There are 6 surviving transcripts of letters of Gediminas written in 1323–1324 by Grand Duke Gediminas. These letters are one of the first surviving documents from the Grand Duchy of Lithuania. Since they were sent to Western Europe, the Pope, merchants, and craftspeople, they were written in Latin.

The first letter was written to Pope John XXII. Gediminas claimed that the Teutonic Knights did not act in the interest of the Catholic faith. Instead, they brutally devastated the land. The people were forced into resistance. Gediminas enumerated many crimes and damages done by the knights; for example, he claimed that his predecessor Vytenis sent a letter to the Franciscan friars asking for two brothers who could come to the Grand Duchy of Lithuania to look after a local church. When the Teutonic Knights learned about the letter, they sent their army and destroyed the church. In the last sentence Gediminas vaguely promised to accept Christianity and obey the pope.

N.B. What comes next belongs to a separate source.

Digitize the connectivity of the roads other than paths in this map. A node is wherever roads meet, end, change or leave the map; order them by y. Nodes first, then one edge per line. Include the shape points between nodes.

The second letter was written on January 25, 1323 to the German cities of Lübeck, Sund, Bremen, Magdeburg, Cologne and other cities in the Holy Roman Empire. Gediminas explained that the Grand Duchy of Lithuania was very tolerant to the Christians, but remained pagan and did not accept Christianity only because of brutal Teutonic Knights. He told about the first letter sent to the pope and his intentions to baptize in the Catholic rite. Gediminas invited knights, squires, merchants, doctors, smiths, wheelwrights, cobblers, skinners, millers, and others to come to the Grand Duchy and practice their trade and faith without any restrictions. The peasants were promised tax exemption for ten years. The merchants were also exempt from any tariffs or taxes. This letter is best known because Vilnius, capital of Lithuania, was mentioned in written sources for the first time. Therefore, 1323 is considered to be the official founding year of Vilnius. Gediminas is considered to be the city's founder even though the city existed years before Gediminas' reign. Also, Vilnius is unambiguously mentioned as the capital city.

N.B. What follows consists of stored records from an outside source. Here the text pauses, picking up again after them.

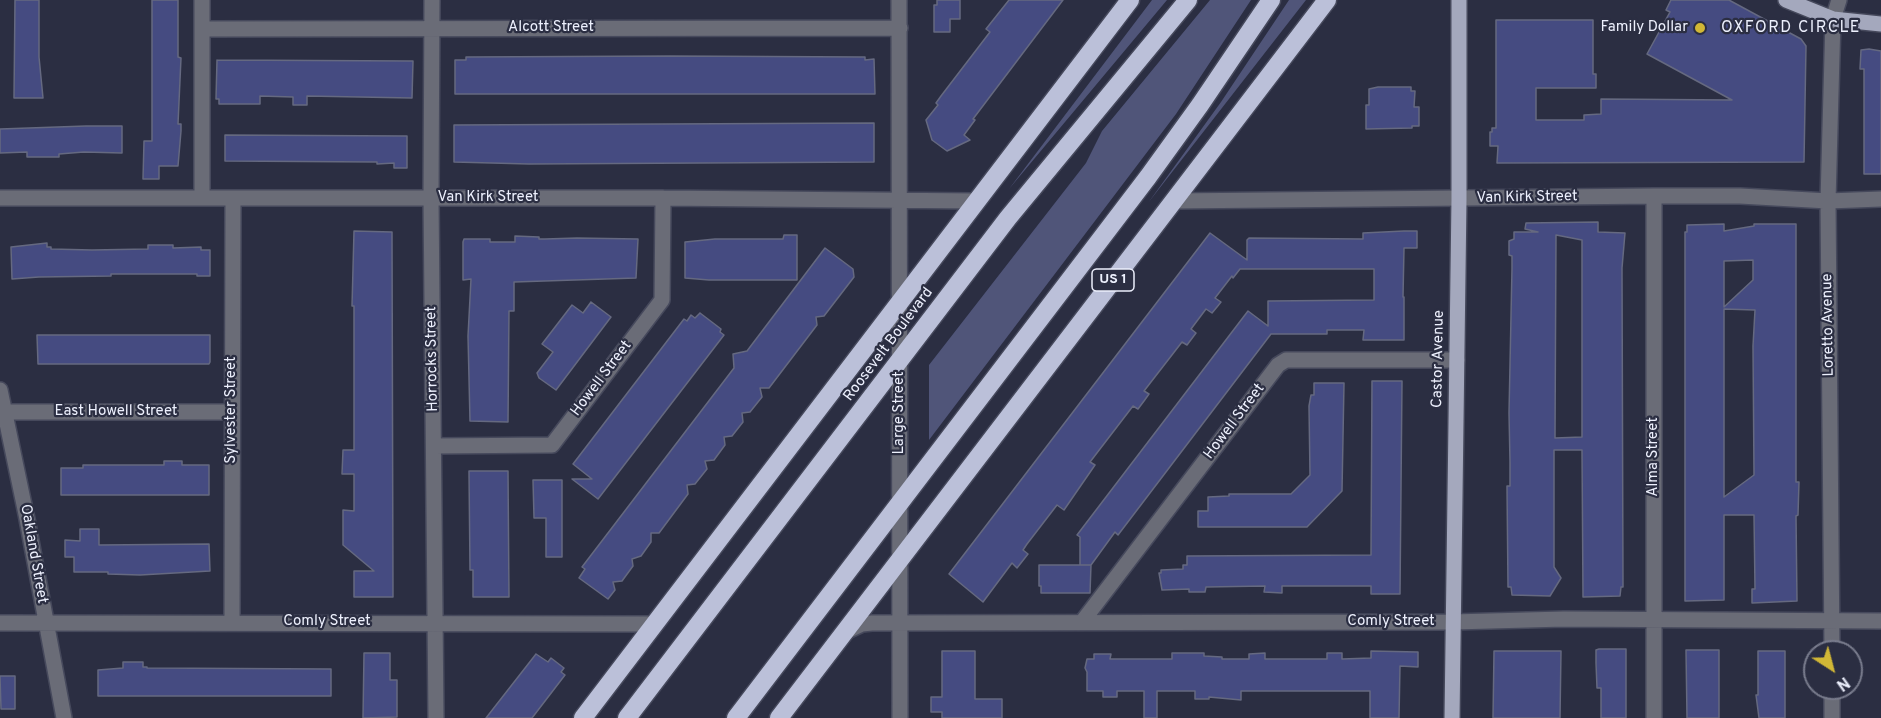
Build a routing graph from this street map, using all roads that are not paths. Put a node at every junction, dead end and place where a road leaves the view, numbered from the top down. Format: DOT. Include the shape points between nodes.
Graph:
graph roads {
  1 [pos="202,0"];
  2 [pos="432,0"];
  3 [pos="899,0"];
  4 [pos="1130,0"];
  5 [pos="1188,0"];
  6 [pos="1271,0"];
  7 [pos="1327,0"];
  8 [pos="1459,0"];
  9 [pos="1786,0"];
  10 [pos="1839,0"];
  11 [pos="1833,19"];
  12 [pos="1881,24"];
  13 [pos="433,28"];
  14 [pos="900,28"];
  15 [pos="202,29"];
  16 [pos="1654,196"];
  17 [pos="202,197"];
  18 [pos="0,198"];
  19 [pos="233,198"];
  20 [pos="431,198"];
  21 [pos="663,198"];
  22 [pos="1459,199"];
  23 [pos="1881,199"];
  24 [pos="900,200"];
  25 [pos="976,201"];
  26 [pos="1173,201"];
  27 [pos="1828,201"];
  28 [pos="900,302"];
  29 [pos="900,360"];
  30 [pos="1456,360"];
  31 [pos="0,390"];
  32 [pos="2,412"];
  33 [pos="231,412"];
  34 [pos="434,446"];
  35 [pos="900,503"];
  36 [pos="900,560"];
  37 [pos="1654,620"];
  38 [pos="1832,620"];
  39 [pos="1881,621"];
  40 [pos="45,622"];
  41 [pos="232,622"];
  42 [pos="1082,622"];
  43 [pos="1453,622"];
  44 [pos="0,623"];
  45 [pos="900,623"];
  46 [pos="436,624"];
  47 [pos="654,624"];
  48 [pos="844,633"];
  49 [pos="1832,640"];
  50 [pos="1832,700"];
  51 [pos="64,718"];
  52 [pos="436,718"];
  53 [pos="583,718"];
  54 [pos="627,718"];
  55 [pos="736,718"];
  56 [pos="779,718"];
  57 [pos="900,718"];
  58 [pos="1452,718"];
  59 [pos="1654,718"];
  60 [pos="1832,718"];
  1 -- 15 [label="street"];
  2 -- 13 [label="street, Horrocks Street"];
  3 -- 14 [label="street, Large Street"];
  4 -- 25 [label="highway, Roosevelt Boulevard"];
  5 -- 29 [label="highway, Roosevelt Boulevard" via="1008,218"];
  6 -- 35 [label="highway, US 1" via="1148,177"];
  7 -- 26 [label="highway, US 1"];
  8 -- 22 [label="main road, Castor Avenue"];
  9 -- 11 [label="main road"];
  10 -- 11 [label="street, Loretto Avenue"];
  11 -- 12 [label="main road"];
  11 -- 27 [label="street, Loretto Avenue"];
  13 -- 14 [label="street, Alcott Street"];
  13 -- 15 [label="street, Alcott Street"];
  13 -- 20 [label="street, Horrocks Street"];
  14 -- 24 [label="street, Large Street"];
  15 -- 17 [label="street"];
  16 -- 22 [label="street, Van Kirk Street"];
  16 -- 27 [label="street, Van Kirk Street"];
  16 -- 37 [label="street, Alma Street"];
  17 -- 18 [label="street, Van Kirk Street"];
  17 -- 19 [label="street, Van Kirk Street"];
  19 -- 20 [label="street, Van Kirk Street"];
  19 -- 33 [label="street, Sylvester Street"];
  20 -- 21 [label="street, Van Kirk Street"];
  20 -- 34 [label="street, Horrocks Street"];
  21 -- 24 [label="street, Van Kirk Street"];
  21 -- 34 [label="street, Howell Street" via="662,300 552,445"];
  22 -- 26 [label="street, Van Kirk Street"];
  22 -- 30 [label="main road, Castor Avenue"];
  23 -- 27 [label="street, Van Kirk Street"];
  24 -- 25 [label="street, Van Kirk Street"];
  24 -- 28 [label="street, Large Street"];
  25 -- 28 [label="highway, Roosevelt Boulevard"];
  26 -- 36 [label="highway, US 1"];
  27 -- 38 [label="street, Loretto Avenue"];
  28 -- 29 [label="street, Large Street"];
  28 -- 47 [label="highway, Roosevelt Boulevard"];
  29 -- 35 [label="street, Large Street"];
  29 -- 54 [label="highway, Roosevelt Boulevard"];
  30 -- 42 [label="street, Howell Street" via="1286,360 1278,365"];
  30 -- 43 [label="main road, Castor Avenue"];
  31 -- 32 [label="street, Oakland Street"];
  32 -- 33 [label="street, East Howell Street"];
  32 -- 40 [label="street, Oakland Street" via="27,519"];
  33 -- 41 [label="street, Sylvester Street"];
  34 -- 46 [label="street, Horrocks Street"];
  35 -- 36 [label="street, Large Street"];
  35 -- 55 [label="highway, US 1"];
  36 -- 45 [label="street, Large Street"];
  36 -- 48 [label="highway, US 1"];
  37 -- 38 [label="street, Comly Street"];
  37 -- 43 [label="street, Comly Street"];
  37 -- 59 [label="street, Alma Street"];
  38 -- 39 [label="street, Comly Street"];
  38 -- 49 [label="street, Loretto Avenue"];
  40 -- 41 [label="street, Comly Street"];
  40 -- 44 [label="street, Comly Street"];
  40 -- 51 [label="street, Oakland Street"];
  41 -- 46 [label="street, Comly Street"];
  42 -- 43 [label="street, Comly Street"];
  42 -- 45 [label="street, Comly Street"];
  43 -- 58 [label="main road, Castor Avenue"];
  45 -- 48 [label="street, Comly Street" via="862,624"];
  45 -- 57 [label="street, Large Street"];
  46 -- 47 [label="street, Comly Street"];
  46 -- 52 [label="street, Horrocks Street"];
  47 -- 53 [label="highway, Roosevelt Boulevard"];
  48 -- 56 [label="highway, US 1"];
  50 -- 60 [label="street"];
}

The third letter addressed to Lübeck, Rostock, Sund, Greifswald, Stetin, Gotland cities was written on May 26, 1323. In essence it repeated the second letter. It asked for various craftspeople (the list of crafts was expanded) to come to Lithuania and practice their trade. It said that there were three churches in the duchy: two Franciscan (in Vilnius and in Navahradak) and one Dominican. Everyone was free to use them.

The fourth and the fifth letters were also written on May 26, 1323 and were addressed to the Franciscan and Dominican Orders. Gediminas, in anticipation of his baptism, invited priests and friars to come to the Grand Duchy of Lithuania. He also asked to spread the word to craftspeople that they were welcome in Lithuania. In the letter to the Dominicans, Gediminas mentioned that his seal was burned by the Teutonic Knights.

The last surviving letter was written on September 22, 1324 and was addressed to the bishop of Tartu, Erzel, ruler of Tallinn land, and Council of Riga. It reported that the Teutonic Knights violated a peace treaty signed earlier. The Knights attacked border regions, killed residents, and took all valuables. Many messengers were captured and killed. Gediminas asked for help enforcing the treaty.